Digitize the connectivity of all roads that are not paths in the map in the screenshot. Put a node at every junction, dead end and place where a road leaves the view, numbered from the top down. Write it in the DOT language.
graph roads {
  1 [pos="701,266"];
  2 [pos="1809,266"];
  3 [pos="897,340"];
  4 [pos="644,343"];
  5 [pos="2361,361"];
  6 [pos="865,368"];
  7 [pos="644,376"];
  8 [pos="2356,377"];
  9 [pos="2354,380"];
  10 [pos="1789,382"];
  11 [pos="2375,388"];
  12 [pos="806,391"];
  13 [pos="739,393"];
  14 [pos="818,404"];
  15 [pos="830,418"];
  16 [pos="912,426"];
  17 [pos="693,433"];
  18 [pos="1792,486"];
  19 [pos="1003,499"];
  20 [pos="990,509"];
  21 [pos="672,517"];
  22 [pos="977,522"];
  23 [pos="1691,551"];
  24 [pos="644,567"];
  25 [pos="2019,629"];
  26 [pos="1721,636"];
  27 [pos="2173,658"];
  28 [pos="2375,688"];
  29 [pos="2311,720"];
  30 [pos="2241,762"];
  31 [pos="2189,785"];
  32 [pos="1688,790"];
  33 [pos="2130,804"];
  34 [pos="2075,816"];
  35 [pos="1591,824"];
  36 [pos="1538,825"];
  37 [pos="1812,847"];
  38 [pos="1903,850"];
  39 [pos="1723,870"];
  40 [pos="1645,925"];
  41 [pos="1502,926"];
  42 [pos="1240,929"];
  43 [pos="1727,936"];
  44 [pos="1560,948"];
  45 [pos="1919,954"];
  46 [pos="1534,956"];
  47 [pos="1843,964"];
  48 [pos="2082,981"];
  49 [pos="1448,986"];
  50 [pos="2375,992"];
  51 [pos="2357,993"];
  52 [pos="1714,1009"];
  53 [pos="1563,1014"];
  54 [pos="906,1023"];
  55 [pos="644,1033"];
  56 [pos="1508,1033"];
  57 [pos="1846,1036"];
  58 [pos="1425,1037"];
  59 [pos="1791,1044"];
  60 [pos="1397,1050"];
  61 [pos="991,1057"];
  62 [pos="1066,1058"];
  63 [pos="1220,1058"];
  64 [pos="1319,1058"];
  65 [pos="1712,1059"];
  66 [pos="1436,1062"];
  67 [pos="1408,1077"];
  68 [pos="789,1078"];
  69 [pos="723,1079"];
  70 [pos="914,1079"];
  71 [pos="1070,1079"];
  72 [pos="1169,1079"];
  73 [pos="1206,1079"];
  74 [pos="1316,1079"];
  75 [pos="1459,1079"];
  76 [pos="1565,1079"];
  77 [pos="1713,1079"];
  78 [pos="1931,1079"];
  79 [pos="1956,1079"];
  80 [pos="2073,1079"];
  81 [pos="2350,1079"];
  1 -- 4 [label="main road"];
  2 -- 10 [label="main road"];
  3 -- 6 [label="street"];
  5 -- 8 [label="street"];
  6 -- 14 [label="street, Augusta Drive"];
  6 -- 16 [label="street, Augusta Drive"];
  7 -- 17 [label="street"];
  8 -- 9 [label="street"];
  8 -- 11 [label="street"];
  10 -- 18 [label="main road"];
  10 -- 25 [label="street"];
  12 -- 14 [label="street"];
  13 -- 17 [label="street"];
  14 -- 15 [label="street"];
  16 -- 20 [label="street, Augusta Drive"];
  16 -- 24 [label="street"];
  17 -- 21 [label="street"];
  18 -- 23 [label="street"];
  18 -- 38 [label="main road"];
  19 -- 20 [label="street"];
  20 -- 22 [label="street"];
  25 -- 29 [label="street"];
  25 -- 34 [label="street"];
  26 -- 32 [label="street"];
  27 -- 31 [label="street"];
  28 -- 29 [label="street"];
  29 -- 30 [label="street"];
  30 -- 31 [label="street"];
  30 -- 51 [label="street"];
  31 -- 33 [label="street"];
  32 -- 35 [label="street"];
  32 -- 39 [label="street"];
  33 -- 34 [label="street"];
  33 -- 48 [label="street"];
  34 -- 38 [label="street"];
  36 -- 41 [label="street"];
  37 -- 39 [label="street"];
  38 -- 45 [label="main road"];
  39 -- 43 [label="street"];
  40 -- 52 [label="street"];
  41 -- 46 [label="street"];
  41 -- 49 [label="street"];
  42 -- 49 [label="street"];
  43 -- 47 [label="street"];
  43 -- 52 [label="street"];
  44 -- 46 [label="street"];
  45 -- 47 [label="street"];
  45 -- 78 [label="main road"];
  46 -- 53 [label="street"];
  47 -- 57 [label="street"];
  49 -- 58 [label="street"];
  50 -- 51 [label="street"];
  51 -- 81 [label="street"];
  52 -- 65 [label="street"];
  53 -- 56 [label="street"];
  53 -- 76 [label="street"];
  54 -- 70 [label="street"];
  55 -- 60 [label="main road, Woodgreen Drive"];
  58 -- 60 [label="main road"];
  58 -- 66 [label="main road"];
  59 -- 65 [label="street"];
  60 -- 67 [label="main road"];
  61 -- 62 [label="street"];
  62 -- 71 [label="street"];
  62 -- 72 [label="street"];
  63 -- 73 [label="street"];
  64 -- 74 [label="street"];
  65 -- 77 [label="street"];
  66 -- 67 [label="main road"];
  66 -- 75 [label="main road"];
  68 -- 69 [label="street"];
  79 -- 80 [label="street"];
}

────────────────────────────────────────

WHAT NEEDS TO BE DONE: Count, in the records above, the lines that include "Augusta", and give the number with nothing added.

EXERCISE RESPONSE: 3